It was the worst disaster in civilian maritime history, outdistancing even the April 14, 1912 sinking of the Titanic nearly fifty years later. On the night of April 27, 1865, over 1700 Union soldiers, many of them former prisoners of war returning home after years of captivity at Confederate prisons in Andersonville, Cahawba, and elsewhere, lost their lives in a fiery explosion on board the Sultana, a private steamboat hired by the federal government to transport troops after the war. Yet while the loss of life from the Sultana’s sinking ultimately exceeded the total Union deaths suffered in both days of the Battle of Shiloh -- generally acknowledged to be one of the most horrific battles of the Civil War -- the Sultana disaster is scarcely remembered today.
The War Ends
The Civil War was coming to a rapid conclusion by the end of April 1865. On April 9, Robert E. Lee and his Army of Northern Virginia had surrendered to Ulysses S. Grant and the combined Union armies. Five days later, on April 14, President Abraham Lincoln was assassinated at Ford’s Theater, in Washington, D.C. Not two weeks afterwards, on April 26, Joseph Johnston surrendered the remnants of the Army of Tennessee to William Tecumseh Sherman, while on that same day, Lincoln’s assassin, John Wilkes Booth, was surrounded and killed by Union troops. Shortly thereafter, Union troops captured Jefferson Davis, effectively putting an end to the war.
At the close of hostilities, both sides began the process of releasing thousands of prisoners of war, and by the end of the month of April, 1865, thousands of former POWs from the Union army had gathered in Vicksburg, Mississippi for the return trip home. Most of the Mid-Western troops were scheduled to take a steamboat trip up the Mississippi River to Cairo, Illinois, and from that point to spread out to points further North and West.
To carry out this movement of troops, the federal government had hired steamboats to transport the former prisoners, at a rate of $5 per man. This was a significant amount of money at the time, leading steamboat captains to kick back as much as $1.15 per man to the army officers in charge, to ensure that their steamboats would be filled with troops to transport.
The Sultana
The Sultana was one of the many river boats hired by the federal government. Built in 1863, in Cincinnati, the ship had been sailing the Ohio and Mississippi Rivers, mainly from St. Louis to New Orleans, for nearly two years. As paddleboats went, the Sultana was state-of-the-art. According to Disaster on the Mississippi, by Gene Eric Salecker, the ship had all the latest safety equipment, including safety gauges that fused open when the internal boiler pressure reached 150 pounds per square inch, three fire-fighting pumps, a metallic lifeboat and wooden yawl, 300 feet of fire hose, 30 buckets, 5 fire-fighting axes, and 76 life belts.

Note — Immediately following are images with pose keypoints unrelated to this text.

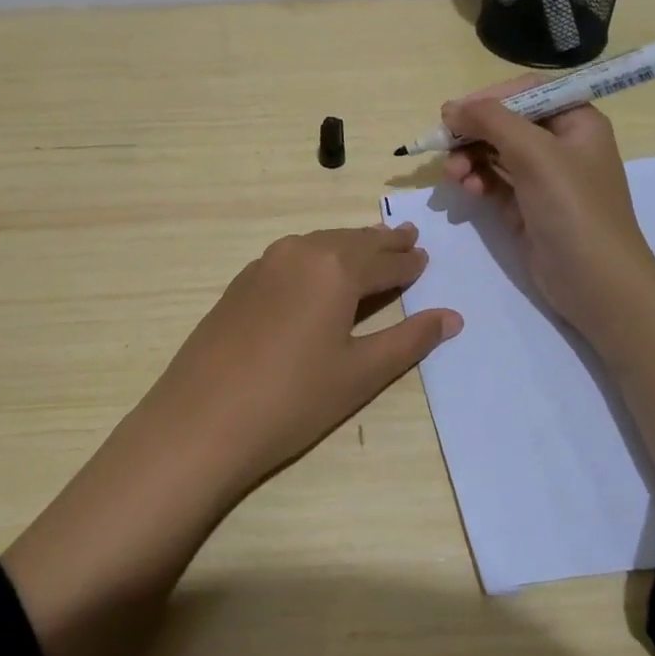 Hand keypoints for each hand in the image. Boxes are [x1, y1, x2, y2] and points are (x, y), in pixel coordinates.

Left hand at [136, 223, 461, 495]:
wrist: (202, 419)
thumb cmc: (293, 399)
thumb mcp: (361, 372)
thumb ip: (409, 340)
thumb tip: (452, 317)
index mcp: (335, 268)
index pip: (384, 261)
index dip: (408, 263)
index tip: (424, 258)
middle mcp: (300, 252)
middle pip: (351, 242)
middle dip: (381, 242)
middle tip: (407, 236)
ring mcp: (265, 264)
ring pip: (318, 244)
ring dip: (348, 246)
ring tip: (369, 248)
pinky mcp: (242, 282)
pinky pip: (291, 257)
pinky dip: (316, 258)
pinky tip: (318, 272)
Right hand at [441, 81, 654, 340]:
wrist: (596, 283)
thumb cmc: (573, 208)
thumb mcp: (535, 153)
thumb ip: (492, 121)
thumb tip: (451, 108)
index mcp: (577, 122)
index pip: (528, 93)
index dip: (490, 98)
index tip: (455, 111)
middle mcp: (561, 144)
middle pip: (506, 123)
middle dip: (474, 133)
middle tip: (443, 143)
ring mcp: (543, 177)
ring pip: (495, 153)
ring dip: (469, 158)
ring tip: (454, 174)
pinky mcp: (527, 206)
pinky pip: (494, 181)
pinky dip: (477, 180)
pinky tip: (467, 189) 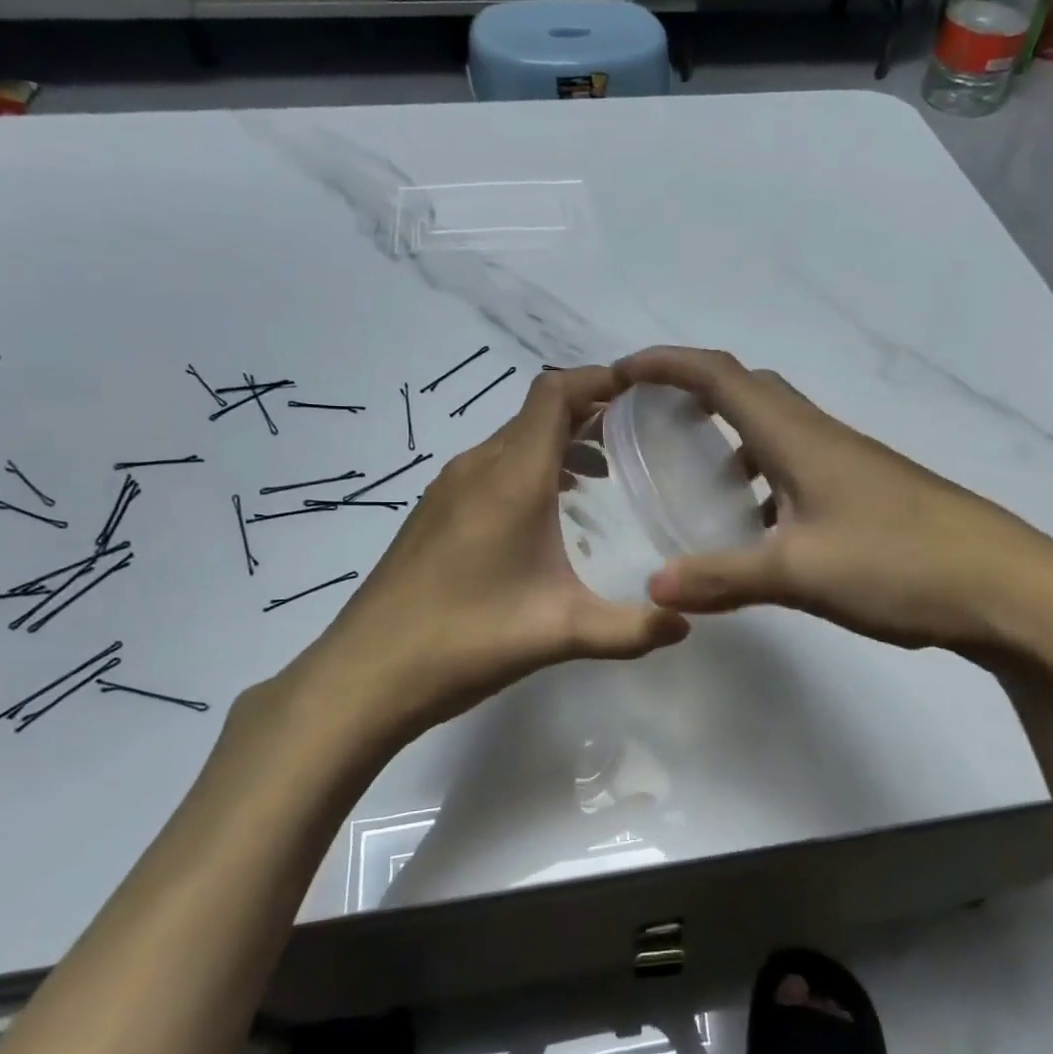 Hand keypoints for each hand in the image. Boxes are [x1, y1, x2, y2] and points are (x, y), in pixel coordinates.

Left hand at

But at the end of April, the Sultana also had a problem. One of her four boilers had sprung a leak, and was in need of repair. Unfortunately for the Sultana’s captain, J. Cass Mason, a proper repair would take three or four days, during which time other steamboats would undoubtedly come up from New Orleans and pick up the precious POWs that Capt. Mason was counting on.
Shoddy Repairs
So Mason cut corners. Instead of a full repair, he ordered that a simple patch of metal be welded over the bulging boiler wall. A patch like that could be done in a day, instead of three or four, and with the Sultana already being the last ship out of port as it was, Mason didn’t think he could afford to take any more time. He would just cross his fingers and hope the patch would hold.
To make matters worse, the federal officer in charge – Captain Frederic Speed, assistant adjutant general for the Department of the Mississippi -- was well aware of the situation on board the Sultana, but with the gleam of kickbacks sparkling in his eyes, he ordered the Sultana loaded to bursting with 2,300 POWs. The Sultana’s legal passenger capacity was 376, and Capt. Moss soon found himself carrying nearly seven times the legal number of passengers on his ship.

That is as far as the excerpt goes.